**What you need to do:**
Please restate the listing word for word, omitting the images.

**Data to use:**
====

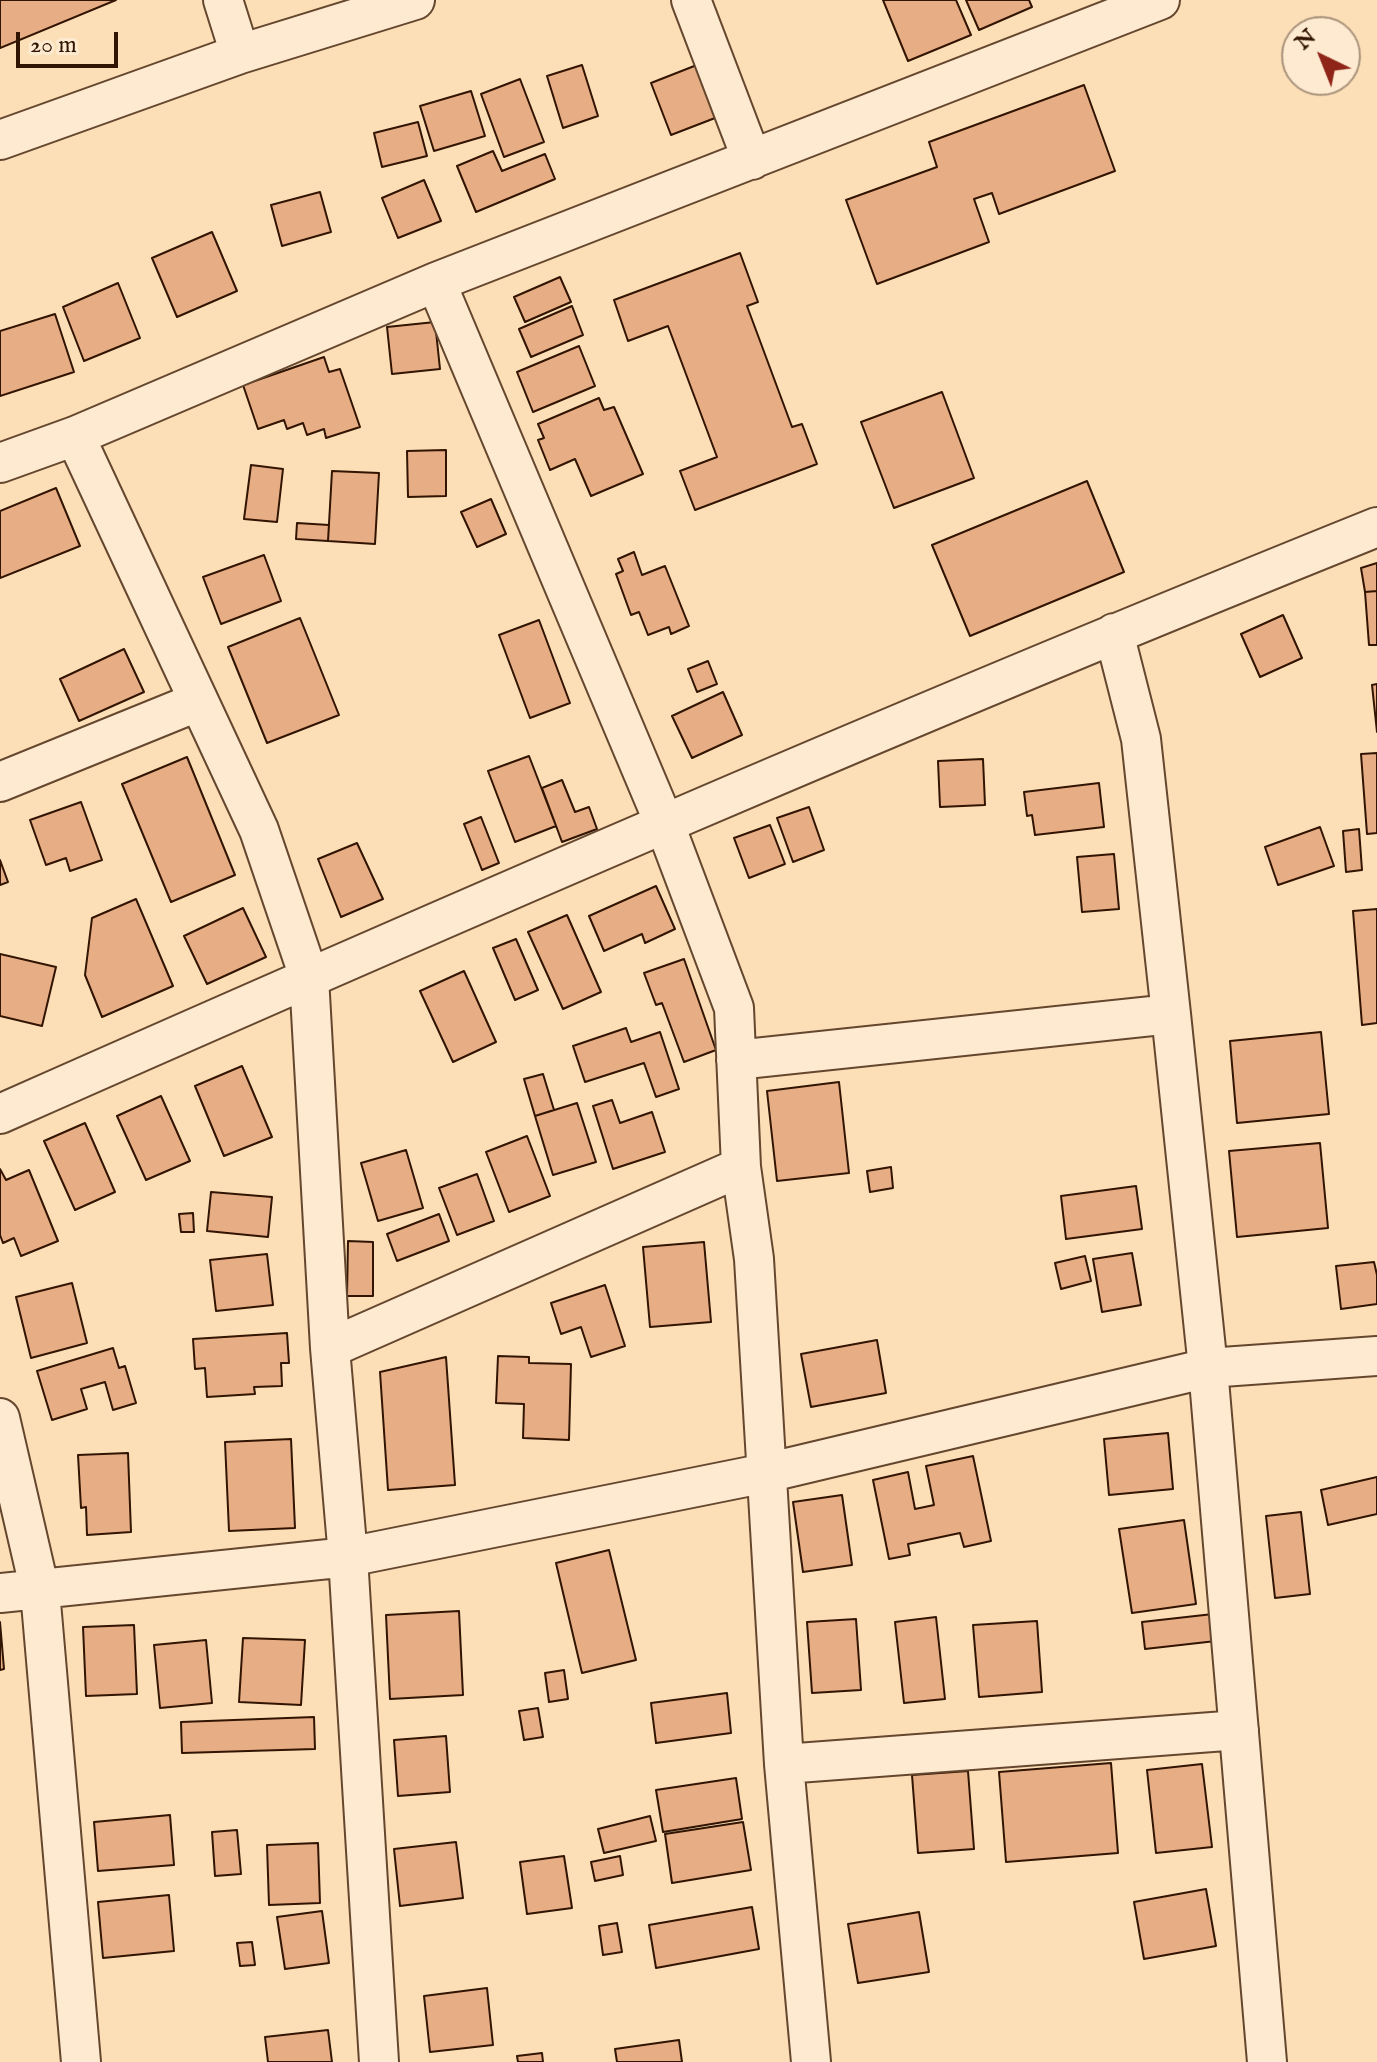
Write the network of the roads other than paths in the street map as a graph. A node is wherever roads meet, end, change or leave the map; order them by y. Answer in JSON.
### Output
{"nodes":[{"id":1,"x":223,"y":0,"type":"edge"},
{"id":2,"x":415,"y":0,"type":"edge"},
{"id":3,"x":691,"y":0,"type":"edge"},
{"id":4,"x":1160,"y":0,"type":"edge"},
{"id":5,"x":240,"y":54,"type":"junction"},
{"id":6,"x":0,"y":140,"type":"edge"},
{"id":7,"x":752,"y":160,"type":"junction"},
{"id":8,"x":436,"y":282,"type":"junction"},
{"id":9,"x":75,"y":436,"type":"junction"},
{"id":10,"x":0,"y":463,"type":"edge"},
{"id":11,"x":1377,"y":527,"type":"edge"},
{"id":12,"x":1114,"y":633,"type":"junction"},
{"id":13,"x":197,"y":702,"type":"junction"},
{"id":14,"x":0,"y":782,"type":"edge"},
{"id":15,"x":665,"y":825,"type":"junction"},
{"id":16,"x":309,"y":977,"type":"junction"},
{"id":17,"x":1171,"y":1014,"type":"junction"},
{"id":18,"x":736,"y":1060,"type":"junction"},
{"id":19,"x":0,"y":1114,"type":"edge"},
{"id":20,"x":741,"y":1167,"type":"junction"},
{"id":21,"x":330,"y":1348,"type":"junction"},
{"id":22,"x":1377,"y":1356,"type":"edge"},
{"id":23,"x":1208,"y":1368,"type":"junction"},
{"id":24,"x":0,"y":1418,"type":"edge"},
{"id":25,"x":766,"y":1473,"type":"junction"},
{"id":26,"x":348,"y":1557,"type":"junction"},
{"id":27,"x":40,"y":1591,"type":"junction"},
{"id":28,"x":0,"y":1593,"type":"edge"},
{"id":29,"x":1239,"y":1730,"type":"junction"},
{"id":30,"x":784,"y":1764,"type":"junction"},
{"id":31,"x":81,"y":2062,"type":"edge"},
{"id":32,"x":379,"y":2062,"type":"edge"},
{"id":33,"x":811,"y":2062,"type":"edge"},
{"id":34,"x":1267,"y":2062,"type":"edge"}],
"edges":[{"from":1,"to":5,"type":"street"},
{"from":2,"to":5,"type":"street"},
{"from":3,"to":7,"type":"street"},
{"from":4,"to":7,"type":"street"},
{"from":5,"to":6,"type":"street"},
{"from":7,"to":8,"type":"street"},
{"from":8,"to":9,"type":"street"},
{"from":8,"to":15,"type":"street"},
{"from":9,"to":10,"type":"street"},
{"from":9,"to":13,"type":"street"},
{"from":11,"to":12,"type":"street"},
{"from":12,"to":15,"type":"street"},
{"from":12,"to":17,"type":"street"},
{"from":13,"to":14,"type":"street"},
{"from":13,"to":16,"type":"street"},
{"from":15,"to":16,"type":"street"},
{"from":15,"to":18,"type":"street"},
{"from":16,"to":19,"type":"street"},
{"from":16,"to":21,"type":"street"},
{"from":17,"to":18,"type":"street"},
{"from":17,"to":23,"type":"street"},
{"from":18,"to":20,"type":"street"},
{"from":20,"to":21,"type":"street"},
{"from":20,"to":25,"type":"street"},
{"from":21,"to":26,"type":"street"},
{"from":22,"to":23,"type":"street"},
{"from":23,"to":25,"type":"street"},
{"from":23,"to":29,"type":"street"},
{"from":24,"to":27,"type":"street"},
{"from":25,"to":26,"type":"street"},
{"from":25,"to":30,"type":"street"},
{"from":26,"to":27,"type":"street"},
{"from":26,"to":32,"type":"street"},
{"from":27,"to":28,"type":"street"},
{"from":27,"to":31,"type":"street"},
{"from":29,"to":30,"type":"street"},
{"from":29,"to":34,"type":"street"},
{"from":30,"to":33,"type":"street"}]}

====

**Output of the exercise:**
Write the network of the roads other than paths in the street map as a graph. A node is wherever roads meet, end, change or leave the map; order them by y. Answer in JSON.
### Output
{"nodes":[{"id":1,"x":223,"y":0,"type":"edge"},
{"id":2,"x":415,"y":0,"type":"edge"},
{"id":3,"x":691,"y":0,"type":"edge"},
{"id":4,"x":1160,"y":0,"type":"edge"},
{"id":5,"x":240,"y":54,"type":"junction"},
{"id":6,"x":0,"y":140,"type":"edge"},
{"id":7,"x":752,"y":160,"type":"junction"},
{"id":8,"x":436,"y":282,"type":"junction"},
{"id":9,"x":75,"y":436,"type":"junction"},
{"id":10,"x":0,"y":463,"type":"edge"},
{"id":11,"x":1377,"y":527,"type":"edge"},
{"id":12,"x":1114,"y":633,"type":"junction"},
{"id":13,"x":197,"y":702,"type":"junction"},
{"id":14,"x":0,"y":782,"type":"edge"},
{"id":15,"x":665,"y":825,"type":"junction"},
{"id":16,"x":309,"y":977,"type":"junction"},
{"id":17,"x":1171,"y":1014,"type":"junction"},
{"id":18,"x":736,"y":1060,"type":"junction"},
{"id":19,"x":0,"y":1114,"type":"edge"},
{"id":20,"x":741,"y":1167,"type":"junction"},
{"id":21,"x":330,"y":1348,"type":"junction"},
{"id":22,"x":1377,"y":1356,"type":"edge"},
{"id":23,"x":1208,"y":1368,"type":"junction"},
{"id":24,"x":0,"y":1418,"type":"edge"},
{"id":25,"x":766,"y":1473,"type":"junction"},
{"id":26,"x":348,"y":1557,"type":"junction"},
{"id":27,"x":40,"y":1591,"type":"junction"},
{"id":28,"x":0,"y":1593,"type":"edge"},
{"id":29,"x":1239,"y":1730,"type":"junction"},
{"id":30,"x":784,"y":1764,"type":"junction"},
{"id":31,"x":81,"y":2062,"type":"edge"},
{"id":32,"x":379,"y":2062,"type":"edge"},
{"id":33,"x":811,"y":2062,"type":"edge"},
{"id":34,"x":1267,"y":2062,"type":"edge"}],
"edges":[{"from":1,"to":5,"type":"street"},
{"from":2,"to":5,"type":"street"},
{"from":3,"to":7,"type":"street"},
{"from":4,"to":7,"type":"street"},
{"from":5,"to":6,"type":"street"},
{"from":7,"to":8,"type":"street"},
{"from":8,"to":9,"type":"street"},
{"from":8,"to":15,"type":"street"},
{"from":9,"to":10,"type":"street"},
{"from":9,"to":13,"type":"street"},
{"from":11,"to":12,"type":"street"},
{"from":12,"to":15,"type":"street"},
{"from":12,"to":17,"type":"street"},
{"from":13,"to":14,"type":"street"},
{"from":13,"to":16,"type":"street"},
{"from":15,"to":16,"type":"street"},
{"from":15,"to":18,"type":"street"},
{"from":16,"to":19,"type":"street"},
{"from":16,"to":21,"type":"street"},
{"from":17,"to":18,"type":"street"},
{"from":17,"to":23,"type":"street"},
{"from":18,"to":20,"type":"street"},
{"from":20,"to":21,"type":"street"},
{"from":20,"to":25,"type":"street"},
{"from":21,"to":26,"type":"street"},
{"from":22,"to":23,"type":"street"},
{"from":23,"to":25,"type":"street"},
{"from":23,"to":29,"type":"street"},
{"from":24,"to":27,"type":"street"},
{"from":25,"to":26,"type":"street"},
{"from":25,"to":30,"type":"street"},
{"from":26,"to":27,"type":"street"},
{"from":26,"to":32,"type":"street"},
{"from":27,"to":28,"type":"street"},
{"from":27,"to":31,"type":"street"},
{"from":29,"to":30,"type":"street"},
{"from":29,"to":34,"type":"street"},
{"from":30,"to":33,"type":"street"}]}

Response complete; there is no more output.